Comment by gpm

3 days ago

Honestly my experience from using AI to code (primarily claude sonnet) is that that "extra 47%" is probably itself mostly tech debt. Places where the AI repeated itself instead of using a loop. Places where the AI wrote tests that don't actually test anything. Places where the AI failed to produce a simple abstraction and instead just kept doing the same thing by hand. Etc.

AI isn't very good at being concise, in my experience. To the point of producing worse code. Which is a strange change from humans who might just have a habit of being too concise, but not by the same degree.

Your response implies the ai produced code was landed without review. That’s a possible outcome but I would hope it’s unlikely to account for the whole group at this scale. We’re of course still lacking data.

  • I very much doubt that when individual programmers are producing significantly more code with the help of AI that somehow the review process simultaneously scales up to perform adequate review of all of that extra code.

    In my experience, review was inadequate back before we had AI spewing forth code of dubious quality. There's no reason to think it's any better now.

    An actually-useful AI would be one that would make reviews better, do them itself, or at least help me get through reviews faster.

  • I have two responses to the "code review fixes these problems" argument.

    One: The work to get code to a reviewable point is significant. Skipping it, either with or without AI, is just going to elongate the review process.

    Two: The whole point of using AI is to outsource the thought to a machine that can think much faster than you can in order to ship faster. If the normal dev process was 6 hours to write and 2 hours to review, and the AI dev process was 1 hour to write and 8 hours to review, the author will say "hey why is review taking so long; this defeats the purpose". You can't say "code review fixes these problems" and then bristle at the necessary extra review.
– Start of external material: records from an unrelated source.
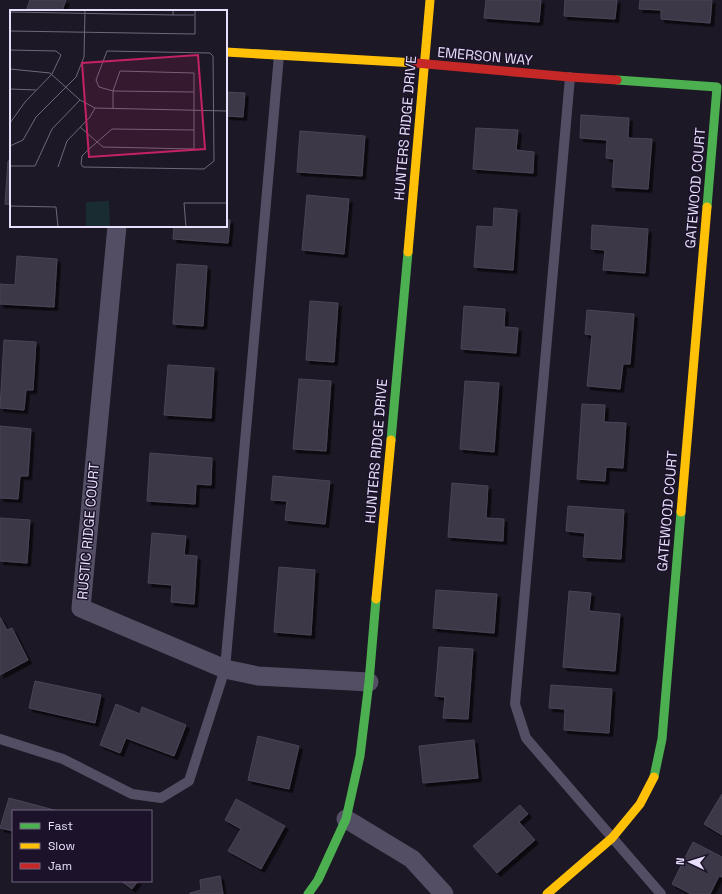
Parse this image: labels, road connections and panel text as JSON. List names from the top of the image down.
{
  "streets": {
    "street": [
      "EMERSON WAY",
      "HUNTERS RIDGE DRIVE",
      "GATEWOOD COURT",
      "RUSTIC RIDGE COURT"
    ]
  },
  "crossings": [
    ["EMERSON WAY", "HUNTERS RIDGE DRIVE"],
    ["EMERSON WAY", "GATEWOOD COURT"],
    ["HUNTERS RIDGE DRIVE", "RUSTIC RIDGE COURT"]
  ],
  "legend": ["Fast", "Slow", "Jam"],
  "north": "left"
}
Can we have a linter for both high verbosity/repetitiveness and high terseness? I know copy-paste detector and cognitive complexity calculator linters are related. I recently generated code that interleaved spreadsheet worksheets (multiple of them) and cell formatting boilerplate with querying data. I asked AI to put the boilerplate into another class and expose .write_balance_row() and it did it perfectly. If a tool reported it, huge changes dont have to reach human reviewers and AIs can iterate and pass the linter.